- _Given entries_
-- Opening Marker --
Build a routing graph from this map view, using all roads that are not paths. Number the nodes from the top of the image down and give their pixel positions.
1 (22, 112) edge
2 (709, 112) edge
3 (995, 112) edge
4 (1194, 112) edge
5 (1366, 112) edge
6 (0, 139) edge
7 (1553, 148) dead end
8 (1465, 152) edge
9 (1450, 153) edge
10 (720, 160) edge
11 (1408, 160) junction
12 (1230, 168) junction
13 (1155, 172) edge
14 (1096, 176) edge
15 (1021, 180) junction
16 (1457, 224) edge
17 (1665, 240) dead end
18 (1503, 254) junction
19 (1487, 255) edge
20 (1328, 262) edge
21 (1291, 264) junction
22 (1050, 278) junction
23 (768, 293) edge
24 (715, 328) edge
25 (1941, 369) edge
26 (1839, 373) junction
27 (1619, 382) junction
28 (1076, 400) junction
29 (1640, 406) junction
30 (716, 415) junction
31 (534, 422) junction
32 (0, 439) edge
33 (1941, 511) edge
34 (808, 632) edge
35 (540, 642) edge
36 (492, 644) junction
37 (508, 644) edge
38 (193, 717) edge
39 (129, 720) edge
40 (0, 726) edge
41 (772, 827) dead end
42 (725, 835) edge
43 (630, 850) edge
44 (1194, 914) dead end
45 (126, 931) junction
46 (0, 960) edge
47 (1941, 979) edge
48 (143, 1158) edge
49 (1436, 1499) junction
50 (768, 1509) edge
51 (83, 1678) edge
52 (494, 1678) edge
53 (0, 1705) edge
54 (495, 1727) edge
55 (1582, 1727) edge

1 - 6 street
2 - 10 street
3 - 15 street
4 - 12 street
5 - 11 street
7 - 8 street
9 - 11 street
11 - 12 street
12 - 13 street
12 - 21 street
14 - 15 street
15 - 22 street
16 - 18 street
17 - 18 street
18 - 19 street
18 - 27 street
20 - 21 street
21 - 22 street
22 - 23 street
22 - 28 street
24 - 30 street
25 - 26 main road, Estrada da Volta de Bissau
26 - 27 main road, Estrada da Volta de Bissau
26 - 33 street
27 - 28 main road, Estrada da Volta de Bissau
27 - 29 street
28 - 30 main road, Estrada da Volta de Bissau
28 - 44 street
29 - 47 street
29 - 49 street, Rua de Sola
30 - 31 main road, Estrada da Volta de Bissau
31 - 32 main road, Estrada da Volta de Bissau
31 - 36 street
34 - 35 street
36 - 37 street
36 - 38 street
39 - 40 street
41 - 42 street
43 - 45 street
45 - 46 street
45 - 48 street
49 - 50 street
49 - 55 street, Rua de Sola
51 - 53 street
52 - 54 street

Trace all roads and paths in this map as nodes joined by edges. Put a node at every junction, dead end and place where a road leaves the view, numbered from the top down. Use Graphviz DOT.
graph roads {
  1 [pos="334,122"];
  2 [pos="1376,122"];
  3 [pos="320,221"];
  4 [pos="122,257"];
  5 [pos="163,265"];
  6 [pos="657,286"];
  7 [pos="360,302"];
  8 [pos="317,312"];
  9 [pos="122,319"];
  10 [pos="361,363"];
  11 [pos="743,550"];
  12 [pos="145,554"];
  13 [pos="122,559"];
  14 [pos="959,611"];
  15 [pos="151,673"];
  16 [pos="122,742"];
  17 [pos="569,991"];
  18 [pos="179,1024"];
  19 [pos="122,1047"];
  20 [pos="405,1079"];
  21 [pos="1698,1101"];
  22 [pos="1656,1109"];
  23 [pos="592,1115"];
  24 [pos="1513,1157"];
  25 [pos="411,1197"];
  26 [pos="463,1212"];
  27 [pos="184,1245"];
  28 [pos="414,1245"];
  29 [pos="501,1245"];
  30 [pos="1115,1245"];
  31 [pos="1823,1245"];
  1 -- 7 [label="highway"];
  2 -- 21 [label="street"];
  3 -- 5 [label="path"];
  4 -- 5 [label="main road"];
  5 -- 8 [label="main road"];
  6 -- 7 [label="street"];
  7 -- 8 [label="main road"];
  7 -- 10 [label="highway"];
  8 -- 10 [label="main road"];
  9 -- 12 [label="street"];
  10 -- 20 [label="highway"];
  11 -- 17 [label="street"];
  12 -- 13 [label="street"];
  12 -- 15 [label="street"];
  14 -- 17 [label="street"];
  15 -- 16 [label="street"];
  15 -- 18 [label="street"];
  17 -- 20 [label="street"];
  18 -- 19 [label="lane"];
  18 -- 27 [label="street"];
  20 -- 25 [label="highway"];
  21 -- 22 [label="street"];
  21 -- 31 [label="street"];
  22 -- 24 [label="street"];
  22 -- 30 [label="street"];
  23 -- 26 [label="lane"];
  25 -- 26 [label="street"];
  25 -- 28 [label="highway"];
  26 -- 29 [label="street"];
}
-- Closing Marker --
- _Problem description_
Line by line, write out the whole listing exactly.

- _Solution for this problem_
Build a routing graph from this map view, using all roads that are not paths. Number the nodes from the top of the image down and give their pixel positions.
1 (22, 112) edge
2 (709, 112) edge
3 (995, 112) edge
4 (1194, 112) edge
5 (1366, 112) edge
6 (0, 139) edge
7 (1553, 148) dead end
8 (1465, 152) edge
9 (1450, 153) edge
10 (720, 160) edge
11 (1408, 160) junction
12 (1230, 168) junction
13 (1155, 172) edge
14 (1096, 176) edge
15 (1021, 180) junction
16 (1457, 224) edge
17 (1665, 240) dead end
18 (1503, 254) junction
19 (1487, 255) edge
20 (1328, 262) edge
21 (1291, 264) junction
22 (1050, 278) junction
23 (768, 293) edge
24 (715, 328) edge
25 (1941, 369) edge
26 (1839, 373) junction
27 (1619, 382) junction
28 (1076, 400) junction
29 (1640, 406) junction
30 (716, 415) junction
31 (534, 422) junction
32 (0, 439) edge
33 (1941, 511) edge
34 (808, 632) edge
35 (540, 642) edge
36 (492, 644) junction
37 (508, 644) edge
38 (193, 717) edge
39 (129, 720) edge
40 (0, 726) edge
41 (772, 827) dead end
42 (725, 835) edge
43 (630, 850) edge
44 (1194, 914) dead end
45 (126, 931) junction
46 (0, 960) edge
47 (1941, 979) edge
48 (143, 1158) edge
49 (1436, 1499) junction
50 (768, 1509) edge
51 (83, 1678) edge
52 (494, 1678) edge
53 (0, 1705) edge
54 (495, 1727) edge
55 (1582, 1727) edge

1 - 6 street
2 - 10 street
3 - 15 street
4 - 12 street
5 - 11 street
7 - 8 street
9 - 11 street
11 - 12 street
12 - 13 street
12 - 21 street
14 - 15 street
15 - 22 street
16 - 18 street
17 - 18 street
18 - 19 street
18 - 27 street
20 - 21 street
21 - 22 street
22 - 23 street
22 - 28 street
24 - 30 street
25 - 26 main road, Estrada da Volta de Bissau
26 - 27 main road, Estrada da Volta de Bissau
26 - 33 street
27 - 28 main road, Estrada da Volta de Bissau
27 - 29 street
28 - 30 main road, Estrada da Volta de Bissau
28 - 44 street
29 - 47 street
29 - 49 street, Rua de Sola
30 - 31 main road, Estrada da Volta de Bissau
31 - 32 main road, Estrada da Volta de Bissau
31 - 36 street
34 - 35 street
36 - 37 street
36 - 38 street
39 - 40 street
41 - 42 street
43 - 45 street
45 - 46 street
45 - 48 street
49 - 50 street
49 - 55 street, Rua de Sola
51 - 53 street
52 - 54 street

Trace all roads and paths in this map as nodes joined by edges. Put a node at every junction, dead end and place where a road leaves the view, numbered from the top down. Use Graphviz DOT.
graph roads {
  1 [pos="334,122"];
  2 [pos="1376,122"];
  3 [pos="320,221"];
  4 [pos="122,257"];
  5 [pos="163,265"];
  6 [pos="657,286"];
  7 [pos="360,302"];
  8 [pos="317,312"];
  9 [pos="122,319"];
  10 [pos="361,363"];
  11 [pos="743,550"];
  12 [pos="145,554"];
  13 [pos="122,559"];
  14 [pos="959,611"];
  15 [pos="151,673"];
  16 [pos="122,742"];
  17 [pos="569,991"];
  18 [pos="179,1024"];
  19 [pos="122,1047"];
  20 [pos="405,1079"];
  21 [pos="1698,1101"];
  22 [pos="1656,1109"];
  23 [pos="592,1115"];
  24 [pos="1513,1157"];
  25 [pos="411,1197"];
  26 [pos="463,1212"];
  27 [pos="184,1245"];
  28 [pos="414,1245"];
  29 [pos="501,1245"];
  30 [pos="1115,1245"];
  31 [pos="1823,1245"];
  1 -- 7 [label="highway"];
  2 -- 21 [label="street"];
  3 -- 5 [label="path"];
  4 -- 5 [label="main road"];
  5 -- 8 [label="main road"];
  6 -- 7 [label="street"];
  7 -- 8 [label="main road"];
  7 -- 10 [label="highway"];
  8 -- 10 [label="main road"];
  9 -- 12 [label="street"];
  10 -- 20 [label="highway"];
  11 -- 17 [label="street"];
  12 -- 13 [label="street"];
  12 -- 15 [label="street"];
  14 -- 17 [label="street"];
  15 -- 16 [label="street"];
  15 -- 18 [label="street"];
  17 -- 20 [label="street"];
  18 -- 19 [label="lane"];
  18 -- 27 [label="street"];
  20 -- 25 [label="highway"];
  21 -- 22 [label="street"];
  21 -- 31 [label="street"];
  22 -- 24 [label="street"];
  22 -- 30 [label="street"];
  23 -- 26 [label="lane"];
  25 -- 26 [label="street"];
  25 -- 28 [label="highway"];
  26 -- 29 [label="street"];
}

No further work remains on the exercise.